Reprinted from Gush Shalom
Babylonians and Persians, Greeks and Romans, Mamluks and Turks, Britons and Jordanians -- to mention just a few.
The latest occupier is Israel, which conquered and annexed Jerusalem in 1967.
(I could have written "East Jerusalem" -- but all of historical Jerusalem is in today's East Jerusalem. All the other parts were built in the last 200 years by Zionist settlers, or are surrounding Arab villages which were arbitrarily joined to the huge area that is now called Jerusalem after its occupation.)
This week, Jerusalem was in flames -- again. Two youngsters from Jabel Mukaber, one of the Arab villages annexed to Jerusalem, entered a synagogue in the west of the city during morning prayers and killed four devout Jews, before themselves being killed by police.

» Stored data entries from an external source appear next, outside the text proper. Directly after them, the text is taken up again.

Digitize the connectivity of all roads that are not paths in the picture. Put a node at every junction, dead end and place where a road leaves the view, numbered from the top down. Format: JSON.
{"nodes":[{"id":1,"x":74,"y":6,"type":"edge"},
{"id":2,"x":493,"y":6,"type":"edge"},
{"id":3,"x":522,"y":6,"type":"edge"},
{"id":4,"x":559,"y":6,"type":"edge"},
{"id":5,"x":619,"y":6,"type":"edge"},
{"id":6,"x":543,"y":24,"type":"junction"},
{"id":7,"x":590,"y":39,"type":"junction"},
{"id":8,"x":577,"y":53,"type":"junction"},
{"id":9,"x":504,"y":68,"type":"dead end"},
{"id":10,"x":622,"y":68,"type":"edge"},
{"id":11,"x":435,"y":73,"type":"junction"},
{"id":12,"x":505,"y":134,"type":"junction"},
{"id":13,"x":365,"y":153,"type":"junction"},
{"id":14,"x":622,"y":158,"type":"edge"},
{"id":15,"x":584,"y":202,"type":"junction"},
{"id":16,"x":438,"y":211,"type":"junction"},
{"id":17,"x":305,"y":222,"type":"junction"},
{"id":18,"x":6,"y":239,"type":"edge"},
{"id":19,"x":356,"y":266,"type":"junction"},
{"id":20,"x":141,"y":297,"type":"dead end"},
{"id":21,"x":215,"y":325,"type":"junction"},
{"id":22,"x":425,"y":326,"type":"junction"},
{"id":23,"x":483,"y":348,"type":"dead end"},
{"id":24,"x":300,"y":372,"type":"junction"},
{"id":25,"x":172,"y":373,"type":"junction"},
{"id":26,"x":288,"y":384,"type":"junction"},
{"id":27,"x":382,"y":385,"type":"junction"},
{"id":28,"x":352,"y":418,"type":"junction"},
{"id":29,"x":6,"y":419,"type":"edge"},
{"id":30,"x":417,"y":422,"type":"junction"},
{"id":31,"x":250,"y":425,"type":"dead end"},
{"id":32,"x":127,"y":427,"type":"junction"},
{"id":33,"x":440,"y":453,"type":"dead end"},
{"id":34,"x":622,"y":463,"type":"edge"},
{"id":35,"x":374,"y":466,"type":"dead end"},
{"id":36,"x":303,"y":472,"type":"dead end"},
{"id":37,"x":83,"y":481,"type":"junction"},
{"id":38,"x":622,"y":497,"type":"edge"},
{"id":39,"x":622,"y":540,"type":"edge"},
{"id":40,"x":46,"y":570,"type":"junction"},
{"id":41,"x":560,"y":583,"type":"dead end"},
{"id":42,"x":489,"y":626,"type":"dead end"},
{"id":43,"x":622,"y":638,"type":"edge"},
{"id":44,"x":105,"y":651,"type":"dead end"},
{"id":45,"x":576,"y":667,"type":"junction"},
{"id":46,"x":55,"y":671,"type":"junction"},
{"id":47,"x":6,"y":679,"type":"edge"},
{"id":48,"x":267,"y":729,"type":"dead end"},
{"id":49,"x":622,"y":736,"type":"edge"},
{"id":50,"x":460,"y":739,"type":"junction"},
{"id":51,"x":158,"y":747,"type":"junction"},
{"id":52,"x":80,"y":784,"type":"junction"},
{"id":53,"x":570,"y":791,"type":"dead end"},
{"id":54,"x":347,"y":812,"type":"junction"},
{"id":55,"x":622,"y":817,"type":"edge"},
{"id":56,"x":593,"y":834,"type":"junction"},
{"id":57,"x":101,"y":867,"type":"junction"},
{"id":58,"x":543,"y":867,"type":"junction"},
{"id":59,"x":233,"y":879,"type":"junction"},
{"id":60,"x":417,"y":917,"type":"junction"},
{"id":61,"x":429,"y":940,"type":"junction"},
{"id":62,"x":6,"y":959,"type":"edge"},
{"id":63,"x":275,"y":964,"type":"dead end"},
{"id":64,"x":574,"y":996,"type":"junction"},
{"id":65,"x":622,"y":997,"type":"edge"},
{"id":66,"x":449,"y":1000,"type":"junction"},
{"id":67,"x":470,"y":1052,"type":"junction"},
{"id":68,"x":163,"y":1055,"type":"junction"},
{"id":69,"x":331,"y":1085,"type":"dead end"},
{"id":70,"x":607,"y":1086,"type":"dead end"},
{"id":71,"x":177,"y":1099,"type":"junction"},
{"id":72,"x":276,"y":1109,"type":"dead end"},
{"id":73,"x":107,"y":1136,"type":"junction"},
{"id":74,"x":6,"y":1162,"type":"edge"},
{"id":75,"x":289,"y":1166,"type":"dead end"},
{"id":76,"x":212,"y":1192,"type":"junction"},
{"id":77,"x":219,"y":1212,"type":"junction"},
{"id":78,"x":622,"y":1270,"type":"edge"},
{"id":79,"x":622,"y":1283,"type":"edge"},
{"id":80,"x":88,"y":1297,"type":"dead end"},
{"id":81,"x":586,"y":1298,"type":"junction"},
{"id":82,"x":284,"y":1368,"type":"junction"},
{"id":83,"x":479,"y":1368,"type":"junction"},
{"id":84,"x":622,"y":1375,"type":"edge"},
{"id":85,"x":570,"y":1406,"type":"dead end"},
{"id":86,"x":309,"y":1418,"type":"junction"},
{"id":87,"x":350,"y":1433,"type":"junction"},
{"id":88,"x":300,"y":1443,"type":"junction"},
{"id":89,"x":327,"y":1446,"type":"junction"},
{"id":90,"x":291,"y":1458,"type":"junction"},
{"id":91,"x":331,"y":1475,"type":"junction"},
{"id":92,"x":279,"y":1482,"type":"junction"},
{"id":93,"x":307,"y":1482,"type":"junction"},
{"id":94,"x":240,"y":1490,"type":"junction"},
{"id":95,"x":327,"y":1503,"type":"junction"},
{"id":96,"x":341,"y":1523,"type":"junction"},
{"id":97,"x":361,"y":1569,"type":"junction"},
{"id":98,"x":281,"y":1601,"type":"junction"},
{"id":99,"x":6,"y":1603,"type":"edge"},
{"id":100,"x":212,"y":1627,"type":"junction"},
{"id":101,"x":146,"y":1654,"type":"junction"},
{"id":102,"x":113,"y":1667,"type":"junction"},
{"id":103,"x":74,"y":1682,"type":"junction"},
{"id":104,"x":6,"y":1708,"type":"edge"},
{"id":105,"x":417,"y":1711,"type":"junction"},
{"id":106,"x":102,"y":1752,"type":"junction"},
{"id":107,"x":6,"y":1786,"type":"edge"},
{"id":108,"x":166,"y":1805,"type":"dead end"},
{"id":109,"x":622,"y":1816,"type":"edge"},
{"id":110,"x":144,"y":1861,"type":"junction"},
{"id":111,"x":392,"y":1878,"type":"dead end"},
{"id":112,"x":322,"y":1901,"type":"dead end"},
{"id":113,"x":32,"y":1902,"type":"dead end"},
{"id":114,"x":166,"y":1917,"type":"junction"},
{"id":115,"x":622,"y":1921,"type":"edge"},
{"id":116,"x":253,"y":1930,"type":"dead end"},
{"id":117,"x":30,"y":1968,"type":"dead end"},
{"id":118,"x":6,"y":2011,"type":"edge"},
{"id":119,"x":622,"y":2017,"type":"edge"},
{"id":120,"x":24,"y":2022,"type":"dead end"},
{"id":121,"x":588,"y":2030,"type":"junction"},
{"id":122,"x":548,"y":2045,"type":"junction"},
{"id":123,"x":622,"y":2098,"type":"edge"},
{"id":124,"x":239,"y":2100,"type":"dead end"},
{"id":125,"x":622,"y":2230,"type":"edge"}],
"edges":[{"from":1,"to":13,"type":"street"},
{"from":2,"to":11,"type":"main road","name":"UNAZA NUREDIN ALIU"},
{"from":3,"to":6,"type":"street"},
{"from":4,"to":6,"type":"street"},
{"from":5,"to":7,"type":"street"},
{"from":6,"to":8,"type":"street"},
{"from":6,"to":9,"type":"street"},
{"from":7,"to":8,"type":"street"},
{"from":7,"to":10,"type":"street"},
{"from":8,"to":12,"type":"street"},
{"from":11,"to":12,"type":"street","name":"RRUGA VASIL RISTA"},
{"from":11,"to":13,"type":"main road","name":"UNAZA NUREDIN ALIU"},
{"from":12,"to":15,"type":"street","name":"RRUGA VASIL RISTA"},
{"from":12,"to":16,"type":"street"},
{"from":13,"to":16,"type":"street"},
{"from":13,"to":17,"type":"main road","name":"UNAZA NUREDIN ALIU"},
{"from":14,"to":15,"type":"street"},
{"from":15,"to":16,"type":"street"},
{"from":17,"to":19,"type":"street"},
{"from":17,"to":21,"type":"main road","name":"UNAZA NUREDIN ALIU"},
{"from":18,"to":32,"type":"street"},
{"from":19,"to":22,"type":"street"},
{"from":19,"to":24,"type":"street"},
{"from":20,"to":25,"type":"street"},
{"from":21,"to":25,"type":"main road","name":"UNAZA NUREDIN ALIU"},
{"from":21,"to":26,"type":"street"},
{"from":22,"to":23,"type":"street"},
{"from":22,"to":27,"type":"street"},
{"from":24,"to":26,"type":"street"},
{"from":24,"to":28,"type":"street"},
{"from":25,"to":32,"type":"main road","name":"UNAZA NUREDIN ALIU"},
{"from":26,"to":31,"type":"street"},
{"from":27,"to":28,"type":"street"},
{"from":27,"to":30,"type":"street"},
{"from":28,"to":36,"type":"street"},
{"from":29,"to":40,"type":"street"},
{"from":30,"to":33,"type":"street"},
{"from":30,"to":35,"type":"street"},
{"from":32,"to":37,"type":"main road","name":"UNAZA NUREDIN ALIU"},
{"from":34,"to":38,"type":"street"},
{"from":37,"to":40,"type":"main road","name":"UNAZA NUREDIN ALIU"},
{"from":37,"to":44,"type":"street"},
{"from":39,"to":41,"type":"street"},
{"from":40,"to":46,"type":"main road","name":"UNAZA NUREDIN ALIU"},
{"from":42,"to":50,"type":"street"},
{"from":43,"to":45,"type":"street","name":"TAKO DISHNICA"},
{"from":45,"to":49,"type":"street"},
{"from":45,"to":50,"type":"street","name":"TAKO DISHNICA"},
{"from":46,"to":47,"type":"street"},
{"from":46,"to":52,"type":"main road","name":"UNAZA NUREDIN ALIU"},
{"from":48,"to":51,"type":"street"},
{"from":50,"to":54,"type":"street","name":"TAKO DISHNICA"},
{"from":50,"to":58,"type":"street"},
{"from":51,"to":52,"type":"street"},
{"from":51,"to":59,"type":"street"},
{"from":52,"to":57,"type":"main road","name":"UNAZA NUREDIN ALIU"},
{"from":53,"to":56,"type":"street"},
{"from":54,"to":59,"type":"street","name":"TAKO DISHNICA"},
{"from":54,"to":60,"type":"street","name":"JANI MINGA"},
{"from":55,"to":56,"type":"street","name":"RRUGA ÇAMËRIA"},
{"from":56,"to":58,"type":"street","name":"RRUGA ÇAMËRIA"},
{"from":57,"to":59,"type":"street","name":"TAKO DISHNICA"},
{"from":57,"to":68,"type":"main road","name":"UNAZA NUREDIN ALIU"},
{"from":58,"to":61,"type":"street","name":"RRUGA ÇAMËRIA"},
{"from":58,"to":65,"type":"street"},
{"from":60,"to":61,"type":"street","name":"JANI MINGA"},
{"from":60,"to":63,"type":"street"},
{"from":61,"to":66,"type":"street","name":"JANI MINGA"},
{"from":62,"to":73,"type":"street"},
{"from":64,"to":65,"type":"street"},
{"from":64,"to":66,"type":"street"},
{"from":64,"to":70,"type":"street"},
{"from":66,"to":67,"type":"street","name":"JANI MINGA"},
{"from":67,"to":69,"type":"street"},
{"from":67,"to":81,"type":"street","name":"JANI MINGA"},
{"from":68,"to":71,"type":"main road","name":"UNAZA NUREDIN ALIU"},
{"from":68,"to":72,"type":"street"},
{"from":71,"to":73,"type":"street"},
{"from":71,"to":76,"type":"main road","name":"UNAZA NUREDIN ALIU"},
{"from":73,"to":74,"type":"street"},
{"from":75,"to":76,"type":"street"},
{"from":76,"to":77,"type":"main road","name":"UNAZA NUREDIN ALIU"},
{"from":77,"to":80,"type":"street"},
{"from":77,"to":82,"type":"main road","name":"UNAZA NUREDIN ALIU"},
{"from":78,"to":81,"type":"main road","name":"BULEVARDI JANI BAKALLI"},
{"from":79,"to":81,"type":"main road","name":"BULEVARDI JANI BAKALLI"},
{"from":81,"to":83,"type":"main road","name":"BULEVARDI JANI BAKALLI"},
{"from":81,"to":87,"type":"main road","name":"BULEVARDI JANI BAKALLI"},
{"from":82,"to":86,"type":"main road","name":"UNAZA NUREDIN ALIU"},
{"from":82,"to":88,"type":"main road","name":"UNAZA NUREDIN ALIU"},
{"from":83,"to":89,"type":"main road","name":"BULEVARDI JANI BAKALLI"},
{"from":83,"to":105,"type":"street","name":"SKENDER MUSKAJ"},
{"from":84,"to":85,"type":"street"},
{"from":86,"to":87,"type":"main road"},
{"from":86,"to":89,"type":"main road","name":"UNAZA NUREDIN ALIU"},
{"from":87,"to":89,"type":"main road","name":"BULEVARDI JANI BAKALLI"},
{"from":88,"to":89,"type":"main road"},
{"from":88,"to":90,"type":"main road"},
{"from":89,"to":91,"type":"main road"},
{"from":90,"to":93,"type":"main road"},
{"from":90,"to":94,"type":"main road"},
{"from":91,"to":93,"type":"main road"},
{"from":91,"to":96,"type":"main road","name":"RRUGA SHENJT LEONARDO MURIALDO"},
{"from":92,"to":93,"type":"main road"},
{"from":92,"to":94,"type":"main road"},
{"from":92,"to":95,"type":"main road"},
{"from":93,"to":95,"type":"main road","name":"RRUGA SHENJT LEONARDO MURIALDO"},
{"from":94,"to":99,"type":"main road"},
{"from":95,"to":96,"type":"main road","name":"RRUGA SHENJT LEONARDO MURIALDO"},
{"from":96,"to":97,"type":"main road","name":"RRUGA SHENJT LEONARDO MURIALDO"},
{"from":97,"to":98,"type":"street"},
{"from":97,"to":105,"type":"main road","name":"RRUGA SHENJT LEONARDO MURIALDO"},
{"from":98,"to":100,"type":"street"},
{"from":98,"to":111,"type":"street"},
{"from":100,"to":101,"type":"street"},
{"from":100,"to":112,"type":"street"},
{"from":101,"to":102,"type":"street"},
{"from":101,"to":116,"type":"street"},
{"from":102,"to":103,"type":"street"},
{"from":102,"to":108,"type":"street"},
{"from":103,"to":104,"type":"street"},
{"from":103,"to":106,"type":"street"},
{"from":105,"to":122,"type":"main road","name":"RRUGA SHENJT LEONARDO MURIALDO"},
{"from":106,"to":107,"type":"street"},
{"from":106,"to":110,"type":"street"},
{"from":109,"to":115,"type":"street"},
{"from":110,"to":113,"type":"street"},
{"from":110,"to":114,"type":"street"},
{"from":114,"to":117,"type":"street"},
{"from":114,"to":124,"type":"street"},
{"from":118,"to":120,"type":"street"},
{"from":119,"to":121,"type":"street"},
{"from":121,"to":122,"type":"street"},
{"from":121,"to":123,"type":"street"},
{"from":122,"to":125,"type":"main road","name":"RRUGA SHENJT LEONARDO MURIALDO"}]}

Jerusalem is called "the City of Peace." This is a linguistic mistake. True, in antiquity it was called Salem, which sounds like peace, but Salem was in fact the name of the local deity.
It is also a historical mistake. No city in the world has seen as many wars, massacres and as much bloodshed as this one.
All in the name of some God or other.
JERUSALEM WAS annexed (or "liberated," or "unified") immediately after the Six-day War of 1967.
That war was Israel's greatest military triumph. It was also Israel's greatest disaster. The divine blessings of the incredible victory turned into divine punishments. Jerusalem was one of them.
The annexation was presented to us (I was a member of the Knesset at the time) as a unification of the city, which had been cruelly rent asunder in the Israeli-Palestinian war of 1948. Everybody cited the Biblical sentence: "Jerusalem is builded as a city that is compact together." This translation of Psalm 122 is rather odd. The Hebrew original says simply "a city that is joined together."
In fact, what happened in 1967 was anything but unification.
If the intent had really been unification, it would have looked very different.
Full Israeli citizenship would have been automatically conferred on all inhabitants. All the lost Arab properties in West Jerusalem, which had been expropriated in 1948, would have been restored to their rightful owners who had fled to East Jerusalem.
The Jerusalem municipality would have been expanded to include Arabs from the East, even without a specific request. And so on.
The opposite happened. No property was restored, nor any compensation paid. The municipality remained exclusively Jewish.